The Mozambique floods drove 1 million people from their homes as international aid responses came under scrutiny. Also in Africa, man proved to be as brutal as nature: more than 900 people died in a mass cult murder in south-western Uganda. And, in Zimbabwe, veterans of the country's 1970s civil war began a takeover of white-owned farms.
With the last appeals against his being freed exhausted, Augusto Pinochet went home to Chile after 16 months under house arrest in London. He was not universally welcomed. Moves were afoot to remove his immunity from prosecution.
Russian voters confirmed Vladimir Putin as president, the position bequeathed him by Boris Yeltsin. Obligatory sabre-rattling by Beijing failed to stop Taiwanese rejecting their long-ruling Nationalist Party and installing as president Chen Shui-bian, leader of the pro-independence Democratic Progressive Party.
Virtually every Tuvalu family was touched by tragedy as fire raged through a dormitory in the only secondary school on the tiny Pacific island, killing 18 schoolgirls and their matron.
Bringing some light to the general gloom from overseas, American Beauty won the best picture Oscar and Russell Crowe avoided another bout of Australia-New Zealand claiming rights by losing the best actor nomination to Kevin Spacey. And, from the funny-thing-happened-on-the-way-to-the-show storybook, 55 of the statuettes were stolen in transit from the makers in Chicago – 53 were recovered in the rubbish bins of a Los Angeles supermarket.

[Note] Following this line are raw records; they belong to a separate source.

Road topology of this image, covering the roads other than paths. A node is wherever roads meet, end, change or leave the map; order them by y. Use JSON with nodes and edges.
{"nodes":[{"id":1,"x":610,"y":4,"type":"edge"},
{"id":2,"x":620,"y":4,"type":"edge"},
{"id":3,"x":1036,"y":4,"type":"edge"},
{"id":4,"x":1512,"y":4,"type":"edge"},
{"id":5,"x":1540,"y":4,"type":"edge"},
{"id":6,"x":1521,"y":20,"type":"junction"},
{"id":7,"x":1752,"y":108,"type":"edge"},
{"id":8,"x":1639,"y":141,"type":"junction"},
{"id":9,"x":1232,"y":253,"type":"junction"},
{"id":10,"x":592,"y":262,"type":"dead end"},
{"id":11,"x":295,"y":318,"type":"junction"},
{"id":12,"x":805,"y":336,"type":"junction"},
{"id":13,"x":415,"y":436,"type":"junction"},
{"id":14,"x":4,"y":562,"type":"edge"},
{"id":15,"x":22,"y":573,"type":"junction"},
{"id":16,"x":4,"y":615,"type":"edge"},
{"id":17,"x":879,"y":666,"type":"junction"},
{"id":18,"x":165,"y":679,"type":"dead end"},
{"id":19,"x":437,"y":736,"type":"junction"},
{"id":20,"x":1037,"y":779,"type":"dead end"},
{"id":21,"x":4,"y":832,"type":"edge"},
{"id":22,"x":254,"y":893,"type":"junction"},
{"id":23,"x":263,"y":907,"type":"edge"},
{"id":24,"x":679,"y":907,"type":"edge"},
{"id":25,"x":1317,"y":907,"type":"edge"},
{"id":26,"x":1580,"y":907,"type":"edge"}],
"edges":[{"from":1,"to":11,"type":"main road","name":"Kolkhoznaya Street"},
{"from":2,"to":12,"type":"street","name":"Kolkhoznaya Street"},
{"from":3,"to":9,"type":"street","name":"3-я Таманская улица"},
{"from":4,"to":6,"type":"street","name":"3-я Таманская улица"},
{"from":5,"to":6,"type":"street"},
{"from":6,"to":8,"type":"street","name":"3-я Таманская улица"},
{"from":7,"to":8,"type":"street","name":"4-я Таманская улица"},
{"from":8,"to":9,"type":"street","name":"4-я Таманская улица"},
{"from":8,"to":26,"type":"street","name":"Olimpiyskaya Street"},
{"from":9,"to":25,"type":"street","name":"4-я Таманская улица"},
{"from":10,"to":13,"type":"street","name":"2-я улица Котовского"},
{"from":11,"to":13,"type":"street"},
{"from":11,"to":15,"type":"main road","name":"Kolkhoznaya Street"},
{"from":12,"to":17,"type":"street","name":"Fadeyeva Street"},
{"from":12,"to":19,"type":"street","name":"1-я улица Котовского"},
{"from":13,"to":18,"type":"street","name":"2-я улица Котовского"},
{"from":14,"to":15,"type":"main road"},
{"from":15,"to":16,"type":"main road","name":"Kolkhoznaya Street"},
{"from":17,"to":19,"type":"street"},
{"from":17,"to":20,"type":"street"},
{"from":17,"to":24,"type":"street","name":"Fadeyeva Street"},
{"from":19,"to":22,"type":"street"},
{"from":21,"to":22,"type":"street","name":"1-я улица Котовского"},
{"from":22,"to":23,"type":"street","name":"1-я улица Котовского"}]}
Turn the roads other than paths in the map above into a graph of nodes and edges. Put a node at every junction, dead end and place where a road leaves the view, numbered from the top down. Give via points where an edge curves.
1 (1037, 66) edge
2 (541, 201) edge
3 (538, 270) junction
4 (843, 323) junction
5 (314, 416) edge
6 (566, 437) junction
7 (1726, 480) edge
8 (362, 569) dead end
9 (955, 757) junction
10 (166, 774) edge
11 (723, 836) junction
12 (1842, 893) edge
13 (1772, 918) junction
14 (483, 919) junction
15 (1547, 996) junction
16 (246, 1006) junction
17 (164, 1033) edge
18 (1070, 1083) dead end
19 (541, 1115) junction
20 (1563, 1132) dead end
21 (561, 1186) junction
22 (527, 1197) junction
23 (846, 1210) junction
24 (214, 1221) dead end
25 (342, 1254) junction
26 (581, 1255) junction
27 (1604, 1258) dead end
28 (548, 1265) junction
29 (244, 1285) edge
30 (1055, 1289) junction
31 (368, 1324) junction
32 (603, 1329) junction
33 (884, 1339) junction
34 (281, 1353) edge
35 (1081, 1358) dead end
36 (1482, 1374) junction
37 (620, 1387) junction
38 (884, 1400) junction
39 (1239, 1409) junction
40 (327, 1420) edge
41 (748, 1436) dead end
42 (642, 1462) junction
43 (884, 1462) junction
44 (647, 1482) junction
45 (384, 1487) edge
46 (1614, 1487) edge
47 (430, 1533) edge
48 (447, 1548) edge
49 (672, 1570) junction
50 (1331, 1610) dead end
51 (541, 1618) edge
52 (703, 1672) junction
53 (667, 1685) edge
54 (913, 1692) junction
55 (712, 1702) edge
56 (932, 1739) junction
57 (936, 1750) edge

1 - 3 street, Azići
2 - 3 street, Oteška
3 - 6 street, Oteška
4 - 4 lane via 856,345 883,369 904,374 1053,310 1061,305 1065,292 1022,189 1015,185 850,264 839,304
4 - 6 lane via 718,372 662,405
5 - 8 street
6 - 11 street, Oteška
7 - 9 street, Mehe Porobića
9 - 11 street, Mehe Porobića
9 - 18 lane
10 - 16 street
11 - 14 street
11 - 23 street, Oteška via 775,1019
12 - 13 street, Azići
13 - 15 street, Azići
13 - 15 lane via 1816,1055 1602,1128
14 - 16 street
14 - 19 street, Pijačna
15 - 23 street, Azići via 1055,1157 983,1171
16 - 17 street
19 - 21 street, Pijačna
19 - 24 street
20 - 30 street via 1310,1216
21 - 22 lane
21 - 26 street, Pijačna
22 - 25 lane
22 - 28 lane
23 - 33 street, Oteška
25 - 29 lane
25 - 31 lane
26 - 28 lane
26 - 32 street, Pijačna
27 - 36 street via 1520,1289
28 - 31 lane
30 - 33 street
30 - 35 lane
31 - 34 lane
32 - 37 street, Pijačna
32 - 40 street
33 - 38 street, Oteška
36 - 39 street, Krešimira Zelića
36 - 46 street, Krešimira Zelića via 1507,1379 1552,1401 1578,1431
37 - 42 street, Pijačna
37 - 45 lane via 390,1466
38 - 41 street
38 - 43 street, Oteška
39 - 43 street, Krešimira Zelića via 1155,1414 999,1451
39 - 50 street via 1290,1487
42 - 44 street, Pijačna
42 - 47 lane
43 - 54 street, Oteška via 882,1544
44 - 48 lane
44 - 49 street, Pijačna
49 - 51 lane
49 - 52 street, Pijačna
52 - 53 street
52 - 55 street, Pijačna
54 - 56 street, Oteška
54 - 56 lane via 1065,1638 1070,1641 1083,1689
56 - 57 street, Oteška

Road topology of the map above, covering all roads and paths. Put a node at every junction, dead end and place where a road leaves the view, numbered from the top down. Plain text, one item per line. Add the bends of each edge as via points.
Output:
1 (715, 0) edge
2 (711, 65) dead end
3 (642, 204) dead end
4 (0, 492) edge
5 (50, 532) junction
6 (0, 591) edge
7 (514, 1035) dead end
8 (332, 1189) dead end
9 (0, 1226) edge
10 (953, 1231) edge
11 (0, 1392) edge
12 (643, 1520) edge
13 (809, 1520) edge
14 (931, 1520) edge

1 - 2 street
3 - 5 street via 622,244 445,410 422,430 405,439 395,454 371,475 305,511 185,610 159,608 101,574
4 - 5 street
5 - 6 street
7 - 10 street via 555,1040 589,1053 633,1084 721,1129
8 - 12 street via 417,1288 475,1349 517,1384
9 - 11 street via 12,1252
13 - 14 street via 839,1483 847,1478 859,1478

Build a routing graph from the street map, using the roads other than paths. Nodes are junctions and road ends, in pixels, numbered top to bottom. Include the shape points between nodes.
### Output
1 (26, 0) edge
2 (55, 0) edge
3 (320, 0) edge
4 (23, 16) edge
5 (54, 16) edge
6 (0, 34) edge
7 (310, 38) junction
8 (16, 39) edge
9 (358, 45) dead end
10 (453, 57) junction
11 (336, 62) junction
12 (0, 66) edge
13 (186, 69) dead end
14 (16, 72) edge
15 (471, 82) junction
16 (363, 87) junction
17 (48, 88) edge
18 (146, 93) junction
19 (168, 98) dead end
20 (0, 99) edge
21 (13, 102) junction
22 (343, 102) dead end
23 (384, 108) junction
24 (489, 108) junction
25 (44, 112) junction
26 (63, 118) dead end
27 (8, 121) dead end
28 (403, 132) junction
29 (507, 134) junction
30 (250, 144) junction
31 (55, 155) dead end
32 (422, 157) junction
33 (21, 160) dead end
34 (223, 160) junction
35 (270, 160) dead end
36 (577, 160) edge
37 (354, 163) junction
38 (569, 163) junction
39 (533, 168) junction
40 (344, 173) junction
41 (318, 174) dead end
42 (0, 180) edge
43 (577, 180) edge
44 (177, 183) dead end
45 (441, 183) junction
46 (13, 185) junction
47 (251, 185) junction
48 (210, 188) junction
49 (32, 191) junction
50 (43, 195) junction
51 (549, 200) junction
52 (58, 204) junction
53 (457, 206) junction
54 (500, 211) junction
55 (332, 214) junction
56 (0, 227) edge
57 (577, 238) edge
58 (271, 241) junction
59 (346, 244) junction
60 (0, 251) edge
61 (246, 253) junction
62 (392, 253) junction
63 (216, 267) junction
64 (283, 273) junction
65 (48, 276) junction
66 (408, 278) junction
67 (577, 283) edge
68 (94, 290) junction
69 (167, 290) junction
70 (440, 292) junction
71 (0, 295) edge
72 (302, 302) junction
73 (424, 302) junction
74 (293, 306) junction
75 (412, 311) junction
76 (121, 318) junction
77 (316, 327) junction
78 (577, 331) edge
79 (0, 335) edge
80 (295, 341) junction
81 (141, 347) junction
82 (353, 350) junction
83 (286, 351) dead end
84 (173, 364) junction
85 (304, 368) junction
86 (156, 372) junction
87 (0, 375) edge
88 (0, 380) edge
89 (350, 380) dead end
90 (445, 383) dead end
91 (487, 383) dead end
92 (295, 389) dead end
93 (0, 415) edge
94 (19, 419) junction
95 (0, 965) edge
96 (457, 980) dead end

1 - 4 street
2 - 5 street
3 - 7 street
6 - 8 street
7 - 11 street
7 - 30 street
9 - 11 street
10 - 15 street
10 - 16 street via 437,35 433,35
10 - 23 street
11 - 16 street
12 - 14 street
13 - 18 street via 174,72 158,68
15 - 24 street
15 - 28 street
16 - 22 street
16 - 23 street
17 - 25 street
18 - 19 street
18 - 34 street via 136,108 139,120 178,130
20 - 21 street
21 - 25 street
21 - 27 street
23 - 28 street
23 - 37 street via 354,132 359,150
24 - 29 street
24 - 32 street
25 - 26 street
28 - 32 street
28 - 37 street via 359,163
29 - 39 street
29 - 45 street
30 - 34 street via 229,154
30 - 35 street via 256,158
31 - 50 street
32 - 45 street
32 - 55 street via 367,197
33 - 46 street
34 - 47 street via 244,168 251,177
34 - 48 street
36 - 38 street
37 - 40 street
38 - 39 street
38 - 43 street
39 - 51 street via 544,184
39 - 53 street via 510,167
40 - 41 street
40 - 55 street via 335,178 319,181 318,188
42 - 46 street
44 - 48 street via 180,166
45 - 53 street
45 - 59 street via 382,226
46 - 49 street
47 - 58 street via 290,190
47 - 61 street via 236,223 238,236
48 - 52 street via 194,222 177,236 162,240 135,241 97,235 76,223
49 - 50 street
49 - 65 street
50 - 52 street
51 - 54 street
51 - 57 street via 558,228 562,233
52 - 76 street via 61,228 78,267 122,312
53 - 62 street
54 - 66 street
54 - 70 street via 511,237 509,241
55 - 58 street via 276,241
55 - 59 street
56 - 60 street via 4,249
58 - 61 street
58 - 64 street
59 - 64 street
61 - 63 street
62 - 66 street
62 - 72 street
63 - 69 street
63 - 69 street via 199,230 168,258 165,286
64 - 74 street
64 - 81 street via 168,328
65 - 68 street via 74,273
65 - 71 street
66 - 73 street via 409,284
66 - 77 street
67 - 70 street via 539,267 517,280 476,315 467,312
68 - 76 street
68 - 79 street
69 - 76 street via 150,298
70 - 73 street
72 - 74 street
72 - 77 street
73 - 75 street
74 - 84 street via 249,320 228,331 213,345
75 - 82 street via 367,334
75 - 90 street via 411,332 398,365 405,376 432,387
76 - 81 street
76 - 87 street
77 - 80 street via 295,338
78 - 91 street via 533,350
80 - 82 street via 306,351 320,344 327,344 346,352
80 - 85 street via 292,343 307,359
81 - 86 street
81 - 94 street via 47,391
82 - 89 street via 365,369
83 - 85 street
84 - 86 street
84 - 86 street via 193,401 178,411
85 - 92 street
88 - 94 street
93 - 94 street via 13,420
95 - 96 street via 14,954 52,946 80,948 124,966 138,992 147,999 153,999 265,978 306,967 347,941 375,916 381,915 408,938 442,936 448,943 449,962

At home, petrol prices resumed their upward trend. But not all was gloom in oil-related matters. Tests suggested potential oil and gas reserves equivalent to as much as 500 million barrels in a Taranaki on-shore field.
Suicide articles in the Auckland University student newspaper triggered a storm of protest – although whether everyone who expressed dismay had actually read them was an issue in itself.
Shadowy figures carried out a midnight coup in the Auckland City Council chambers, the mayor and likeminded councillors removing the official photographs of the Queen and the Duke of Edinburgh. Royalists were not amused.
In some eyes, the Prime Minister increased dependence on the national anthem's sentiments, cancelling the deal to lease 28 F-16 jet fighters from the United States.
Plans to merge the dairy industry's manufacturing and marketing arms turned sour.
Daniel Vettori became the youngest spinner to take 100 test wickets and Shane Warne broke Dennis Lillee's Australian test wicket record as the first-innings top-order fragility of both sides produced a transtasman cricket series more intriguing than the 3-0 Australian whitewash implied.
It might have been 23 years since New Zealand women won a world bowls title but Patsy Jorgensen, Sharon Sims, Anne Lomas and Jan Khan combined to produce an emphatic end to the drought, picking up the triples and fours titles at the world championships in Australia.
The New Zealand connection to the Welsh rugby team became tarnished as the breeding of colonial imports Shane Howarth and Brett Sinkinson failed to survive close scrutiny.
And lay days were put aside so that New Zealand could beat the weather and Prada to retain the Cup, 5-0 – with a new man, Dean Barker, at the helm. That was at the beginning of the month. By the end of March, dissatisfaction within Team New Zealand over its second-defence leadership structure had at least one leading identity suggesting he had considered walking away. Was Brad Butterworth having a premonition?